Rolling Stone co-founder Jann Wenner has made quite a mess of things. Following Friday’s disastrous New York Times interview, wherein Wenner failed to explain why no Black or female artists appear in his new interview collection, and subsequent removal from the Rock & Roll Hall Of Fame board of directors, Wenner has apologized for diminishing “the contributions, genius, and impact of Black and women artists.”

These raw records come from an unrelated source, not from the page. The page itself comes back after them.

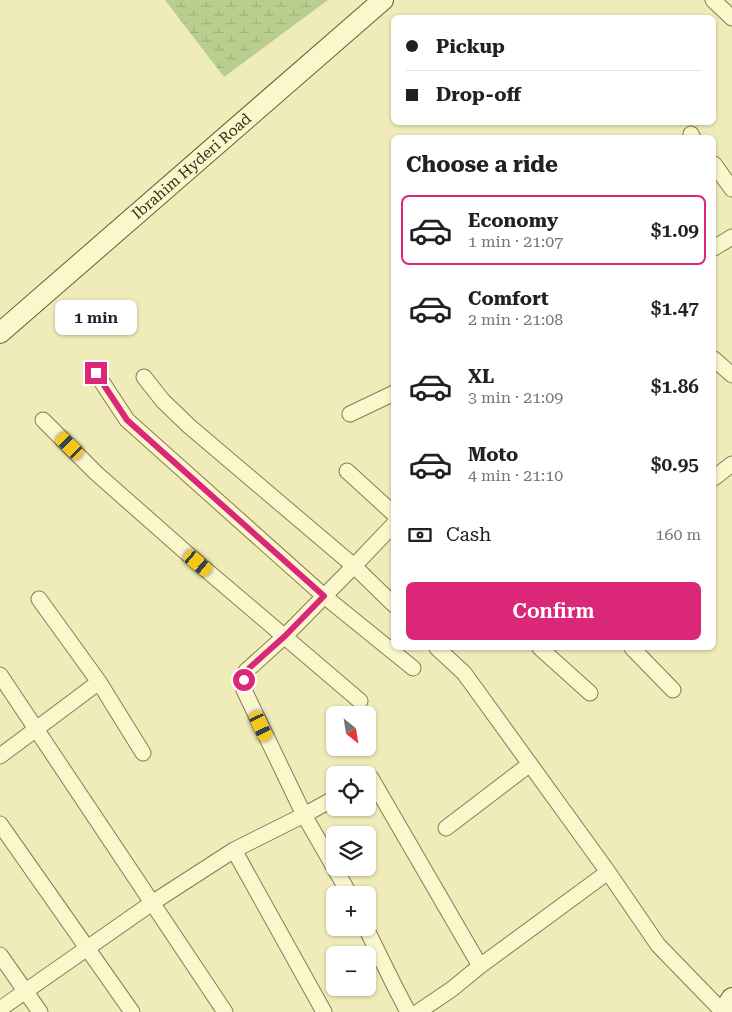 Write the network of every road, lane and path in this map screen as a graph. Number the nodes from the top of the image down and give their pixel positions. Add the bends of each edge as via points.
1 (384, 0) edge
2 (713, 0) edge
3 (732, 18) edge
4 (716, 167) edge
5 (732, 189) edge
6 (732, 237) edge
7 (716, 247) edge
8 (0, 333) edge
9 (716, 361) edge
10 (96, 373) dead end
11 (732, 375) edge
12 (144, 377) dead end
13 (391, 394) edge
14 (350, 414) dead end
15 (44, 420) dead end
16 (732, 464) edge
17 (347, 471) dead end
18 (716, 476) edge
19 (391, 511) edge
20 (391, 527) edge
21 (354, 566) junction
22 (324, 596) junction
23 (39, 599) dead end
24 (391, 602) edge
25 (285, 636) junction
26 (439, 650) edge
27 (542, 650) edge
28 (634, 650) edge
29 (413, 668) dead end
30 (0, 675) edge
31 (99, 682) junction
32 (672, 690) dead end
33 (590, 693) dead end
34 (360, 701) dead end
35 (36, 729) junction
36 (143, 753) dead end
37 (0, 756) edge
38 (530, 764) junction
39 (376, 787) edge
40 (326, 803) edge
41 (304, 815) junction
42 (0, 824) edge
43 (446, 828) dead end
44 (234, 850) junction
45 (608, 872) junction
46 (345, 886) edge
47 (152, 904) junction
48 (370, 936) edge
49 (88, 948) junction
50 (0, 956) edge
51 (480, 966) junction
52 (25, 992) junction
53 (732, 998) edge
54 (0, 1009) edge
55 (40, 1012) edge
56 (132, 1012) edge
57 (225, 1012) edge
58 (324, 1012) edge
59 (408, 1012) edge
60 (418, 1012) edge
61 (723, 1012) edge

1 - 8 main road, Ibrahim Hyderi Road
2 - 3 street
4 - 5 street
6 - 7 street
9 - 11 street
10 - 22 street via 127,420
12 - 21 street via 189,426
13 - 14 street
15 - 25 street via 96,473
16 - 18 street
17 - 19 street
20 - 21 street
21 - 22 street
21 - 24 street
22 - 25 street
22 - 29 street
23 - 31 street
25 - 34 street
25 - 41 street via 246,671 244,690
26 - 38 street via 464,673
27 - 33 street
28 - 32 street
30 - 35 street
31 - 35 street
31 - 36 street
35 - 37 street
35 - 47 street
38 - 43 street
38 - 45 street
39 - 51 street
40 - 41 street
41 - 44 street
41 - 46 street
42 - 49 street
44 - 47 street
44 - 58 street
45 - 51 street
45 - 61 street via 658,945
47 - 49 street
47 - 57 street
48 - 59 street
49 - 52 street
49 - 56 street
50 - 52 street
51 - 60 street
52 - 54 street
52 - 55 street
53 - 61 main road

“In my interview with The New York Times I made comments that diminished the contributions, genius, and impact of Black and women artists, and I apologize wholeheartedly for those remarks,” he said. “The Masters is a collection of interviews I’ve done over the years that seemed to me to best represent an idea of rock ’n’ roll’s impact on my world; they were not meant to represent the whole of music and its diverse and important originators but to reflect the high points of my career and interviews I felt illustrated the breadth and experience in that career. They don’t reflect my appreciation and admiration for myriad totemic, world-changing artists whose music and ideas I revere and will celebrate and promote as long as I live. I totally understand the inflammatory nature of badly chosen words and deeply apologize and accept the consequences.”
The apology comes hours after the Rock & Roll Hall of Fame Foundation announced Wenner’s dismissal from the board of directors that he helped found. “Jann Wenner has been removed from the board of directors of the Rock & Roll Hall of Fame Foundation,” the statement read.
Wenner said the quiet part loud for anyone who’s ever wondered why Black and female artists were often denied the preferential treatment Wenner’s guys received. While The Masters contains one new interview (with Bruce Springsteen), it’s a collection of Wenner’s older talks with Bob Dylan, Jerry Garcia, Mick Jagger, John Lennon, Springsteen, Pete Townshend, and Bono. Apparently, in his decades as the architect of the American rock ’n’ roll canon, he didn’t do a single interview with a Black or female artist worthy of inclusion. The reason: He didn’t think they were “articulate enough.”
“It was kind of intuitive over the years; it just fell together that way. The people had to meet a couple criteria, but it was just kind of my personal interest and love of them,” Wenner said. “Insofar as the women, just none of them were as articulate enough on this intellectual level.”
Wenner wasn’t done yet. The response gifted interviewer David Marchese a perfect follow-up: “Oh, stop it. You’re telling me Joni Mitchell is not articulate enough on an intellectual level?” Nevertheless, after being given a chance to rephrase, the former rock ’n’ roll kingmaker decided to take sideswipes at Grace Slick and the late Janis Joplin (“Go have a deep conversation with Grace Slick or Janis Joplin. Please, be my guest”) and Joni Mitchell, who he says, “was not a philosopher of rock ’n’ roll.”
He had a similar answer for Black artists, name-checking Curtis Mayfield, Stevie Wonder, and Marvin Gaye as articulate enough to write Songs In The Key Of Life and What’s Going On but not answer Wenner’s questions about those works. “Of Black artists — you know, Stevie Wonder, genius, right?” he continued. “I suppose when you use a word as broad as ‘masters,’ the fault is using that word. Maybe Marvin Gaye, or Curtis Mayfield? I mean, they just didn’t articulate at that level.”
Interestingly, he admits to allowing interview subjects to edit transcripts, including a bombshell 1970 chat with John Lennon, because these weren’t “confrontational” interviews. He spends much of the Times conversation arguing that these are yacht-side chats with his old rock buddies, meaning they aren’t held to the same journalistic standards as others.